Ah, the GT
I love cars that should have died fifty years ago.
The marketplace is cruel. When a technology obsoletes a need for something, or when even mere fashion moves from phony wood clad station wagons to SUVs and minivans, very few people are around to cry about it. When was the last time you heard someone say “Man, I sure do miss our old Vista Cruiser?” or “Boy, I wish they still made Country Squire wagons like I grew up in?”
But I still love the GT; the Grand Tourer. And even though the need is gone (if there ever was one), they are still making them.
The GT’s time had barely come when it was already done. The GT was born of the first evidence of prosperity, of young men with more money than sense in Europe after World War II, when what came to be known as playboys decided what they needed was a fast, efficient and semi-luxurious way to comport themselves and a paramour to the south of France in as little time as possible from some place in northern Europe.
By the time the recipe was perfected the personal jet had come along and obviated the need such a carriage but since then, they have sold quite well on their styling, performance and charisma. You see, nobody can see you in your LearJet at 35,000 feet, but everyone can see you stylin’ and smilin’ in your Ferrari
These were almost exclusively two-seat cars. And almost all were expensive. They featured the very latest technology of the day, including disc brakes, fuel injection, wild styling and a wonderful song from the exhaust. There was room for the driver and his (always “his”) sweetie, and two or maybe three tastefully handmade examples of luggage designed specifically to fit this one model of car. There was usually a German radio that picked up stations from all over the world, along with the local fare. Everything was swathed in leather and there was often a smattering of convenience features like power windows, sunroofs and even air conditioning, at a time when all of these were amazing features to have on any car, let alone one capable of sustained cruising at 125mph or better.

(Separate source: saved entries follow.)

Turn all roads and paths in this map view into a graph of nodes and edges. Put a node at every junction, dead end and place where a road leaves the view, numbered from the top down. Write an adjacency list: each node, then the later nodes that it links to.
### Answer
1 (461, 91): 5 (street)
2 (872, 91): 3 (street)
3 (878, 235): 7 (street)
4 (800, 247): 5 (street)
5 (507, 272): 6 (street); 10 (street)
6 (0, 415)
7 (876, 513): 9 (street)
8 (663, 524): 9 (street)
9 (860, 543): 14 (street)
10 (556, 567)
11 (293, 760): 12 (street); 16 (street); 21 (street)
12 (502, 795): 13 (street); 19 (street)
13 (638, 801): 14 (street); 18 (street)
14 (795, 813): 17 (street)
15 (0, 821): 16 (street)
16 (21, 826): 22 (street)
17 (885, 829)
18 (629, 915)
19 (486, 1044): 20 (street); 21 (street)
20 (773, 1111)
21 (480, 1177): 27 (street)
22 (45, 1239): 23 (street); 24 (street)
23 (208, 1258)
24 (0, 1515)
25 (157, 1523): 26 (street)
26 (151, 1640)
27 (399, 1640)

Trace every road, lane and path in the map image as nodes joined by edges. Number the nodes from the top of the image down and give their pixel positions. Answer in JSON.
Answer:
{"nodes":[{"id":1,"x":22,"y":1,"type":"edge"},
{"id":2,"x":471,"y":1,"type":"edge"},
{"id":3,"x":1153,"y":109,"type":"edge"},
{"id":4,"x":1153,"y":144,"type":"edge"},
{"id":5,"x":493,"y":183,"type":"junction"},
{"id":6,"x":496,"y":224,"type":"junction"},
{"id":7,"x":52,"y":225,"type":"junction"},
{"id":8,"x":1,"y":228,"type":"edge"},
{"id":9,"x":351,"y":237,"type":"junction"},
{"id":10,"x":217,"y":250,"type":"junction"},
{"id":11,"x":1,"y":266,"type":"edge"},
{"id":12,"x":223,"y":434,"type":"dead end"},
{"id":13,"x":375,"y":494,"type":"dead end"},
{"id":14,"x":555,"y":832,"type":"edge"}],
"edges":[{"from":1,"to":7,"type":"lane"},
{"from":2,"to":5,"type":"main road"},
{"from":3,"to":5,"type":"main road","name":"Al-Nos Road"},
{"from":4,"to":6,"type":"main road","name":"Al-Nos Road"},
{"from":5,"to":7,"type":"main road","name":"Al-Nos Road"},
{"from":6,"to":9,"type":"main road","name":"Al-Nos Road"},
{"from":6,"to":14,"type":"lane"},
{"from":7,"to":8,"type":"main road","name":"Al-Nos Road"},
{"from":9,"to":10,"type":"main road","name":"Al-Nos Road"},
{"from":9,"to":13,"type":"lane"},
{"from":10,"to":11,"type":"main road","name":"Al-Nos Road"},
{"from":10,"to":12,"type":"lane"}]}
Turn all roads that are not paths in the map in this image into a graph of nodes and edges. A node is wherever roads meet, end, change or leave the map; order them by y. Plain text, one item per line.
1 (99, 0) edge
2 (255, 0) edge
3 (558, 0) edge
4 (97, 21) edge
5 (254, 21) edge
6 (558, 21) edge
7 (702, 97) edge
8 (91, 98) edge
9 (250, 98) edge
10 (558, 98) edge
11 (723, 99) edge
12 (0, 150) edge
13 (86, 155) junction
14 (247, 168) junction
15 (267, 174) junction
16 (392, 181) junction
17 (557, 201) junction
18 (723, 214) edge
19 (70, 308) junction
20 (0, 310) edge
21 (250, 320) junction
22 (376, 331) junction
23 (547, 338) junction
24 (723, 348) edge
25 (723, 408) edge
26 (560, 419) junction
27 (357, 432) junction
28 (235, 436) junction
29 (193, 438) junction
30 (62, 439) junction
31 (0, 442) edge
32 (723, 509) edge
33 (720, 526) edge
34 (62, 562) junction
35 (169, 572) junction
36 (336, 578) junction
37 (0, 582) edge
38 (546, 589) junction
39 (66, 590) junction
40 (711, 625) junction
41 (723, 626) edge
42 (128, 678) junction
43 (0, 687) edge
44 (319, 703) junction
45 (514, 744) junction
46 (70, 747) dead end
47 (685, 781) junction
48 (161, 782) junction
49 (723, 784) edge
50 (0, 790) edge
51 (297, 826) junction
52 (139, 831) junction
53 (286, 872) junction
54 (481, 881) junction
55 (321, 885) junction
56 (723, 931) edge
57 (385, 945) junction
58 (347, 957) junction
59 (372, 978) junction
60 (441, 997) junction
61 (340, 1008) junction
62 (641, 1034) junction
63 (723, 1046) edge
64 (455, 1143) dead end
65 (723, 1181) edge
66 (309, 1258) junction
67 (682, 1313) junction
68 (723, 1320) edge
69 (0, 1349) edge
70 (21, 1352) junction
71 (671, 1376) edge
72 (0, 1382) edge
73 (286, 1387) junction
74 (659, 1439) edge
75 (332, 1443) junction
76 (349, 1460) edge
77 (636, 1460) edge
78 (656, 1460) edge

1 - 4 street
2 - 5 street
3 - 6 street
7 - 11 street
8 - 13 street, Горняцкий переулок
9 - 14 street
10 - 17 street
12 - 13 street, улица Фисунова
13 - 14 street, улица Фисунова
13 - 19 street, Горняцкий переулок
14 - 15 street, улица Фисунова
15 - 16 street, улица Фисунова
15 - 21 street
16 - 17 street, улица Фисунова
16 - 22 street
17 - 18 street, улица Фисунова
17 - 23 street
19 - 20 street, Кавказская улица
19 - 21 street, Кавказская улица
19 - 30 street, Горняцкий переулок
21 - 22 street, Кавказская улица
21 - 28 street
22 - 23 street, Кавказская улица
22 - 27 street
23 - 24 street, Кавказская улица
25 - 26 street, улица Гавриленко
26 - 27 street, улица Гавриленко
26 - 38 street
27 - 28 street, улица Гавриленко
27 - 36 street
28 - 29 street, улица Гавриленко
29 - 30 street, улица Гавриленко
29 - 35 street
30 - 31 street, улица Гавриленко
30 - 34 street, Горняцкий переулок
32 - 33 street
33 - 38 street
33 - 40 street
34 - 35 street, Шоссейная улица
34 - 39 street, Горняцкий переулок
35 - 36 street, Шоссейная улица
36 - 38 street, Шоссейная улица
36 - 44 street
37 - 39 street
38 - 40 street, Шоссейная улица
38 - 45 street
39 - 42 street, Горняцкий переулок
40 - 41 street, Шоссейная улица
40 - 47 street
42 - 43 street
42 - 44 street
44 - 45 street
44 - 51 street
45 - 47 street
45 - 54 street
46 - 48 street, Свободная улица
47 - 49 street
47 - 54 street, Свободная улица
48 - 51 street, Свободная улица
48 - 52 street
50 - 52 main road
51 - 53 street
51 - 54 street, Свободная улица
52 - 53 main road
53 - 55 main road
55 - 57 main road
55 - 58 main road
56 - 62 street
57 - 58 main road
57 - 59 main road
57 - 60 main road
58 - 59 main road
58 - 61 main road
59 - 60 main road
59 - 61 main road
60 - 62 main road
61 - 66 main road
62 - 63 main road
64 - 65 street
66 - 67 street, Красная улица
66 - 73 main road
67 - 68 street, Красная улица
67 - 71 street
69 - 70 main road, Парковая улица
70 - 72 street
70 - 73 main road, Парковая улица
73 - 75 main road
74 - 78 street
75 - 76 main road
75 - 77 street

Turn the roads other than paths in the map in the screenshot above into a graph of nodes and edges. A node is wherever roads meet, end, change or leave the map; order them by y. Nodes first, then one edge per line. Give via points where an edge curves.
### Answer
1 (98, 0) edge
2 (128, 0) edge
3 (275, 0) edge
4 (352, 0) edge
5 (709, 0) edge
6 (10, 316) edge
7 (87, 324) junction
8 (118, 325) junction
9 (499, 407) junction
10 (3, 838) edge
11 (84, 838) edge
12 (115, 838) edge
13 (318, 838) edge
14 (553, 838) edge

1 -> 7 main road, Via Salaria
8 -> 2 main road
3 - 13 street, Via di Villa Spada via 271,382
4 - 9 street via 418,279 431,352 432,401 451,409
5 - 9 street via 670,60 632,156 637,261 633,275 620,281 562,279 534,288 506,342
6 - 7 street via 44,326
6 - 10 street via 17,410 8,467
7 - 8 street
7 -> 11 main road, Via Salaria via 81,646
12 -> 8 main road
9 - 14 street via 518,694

Ferrari were quick to capitalize on this market, building wonderful V-12 engined cars that could scoot you along the highways all day with little (for the day) trouble. But soon enough Maserati and upstart Lamborghini, Alfa Romeo and Aston Martin joined the ranks. Weird companies with no history whatsoever joined in. If you wanted to take a flyer, you could buy a Bizzarrini or one of the other cars from a company that built half a dozen cars and then faded away. More came from Mercedes Benz and Jaguar.
It’s difficult. These are magnificent machines. Wonderfully muscled on the road, with excellent reflexes in the context of the day.
What’s odd is that there are economy cars you can buy today from Honda and Toyota that will actually outperform these storied old glamour cars of yesteryear. Even the most humble transport box you can buy today features fuel injection—and it’s a better fuel injection than anything available in the early 1960s. Tires are better. Brakes are better. Even the air conditioning is better on the simplest little econo-car you can buy today.
But they don’t have the sex appeal of a low-slung Ferrari. They will never turn heads like the sexy old gals from the olden days. The new machines look too much like space ships for my liking. There’s a purity to a Lamborghini Miura that’s missing from the latest Ferrari and Lambo. And yes, I know I’m comfortably far away from affording a new Ferrari or Lamborghini, thank you. But I were to win the lottery or something, I think I would rather try to find four or five of the old cars than one of the new ones with electronic-everything and all of the comforts of home.
They’re a car out of time, now. But they still have my heart.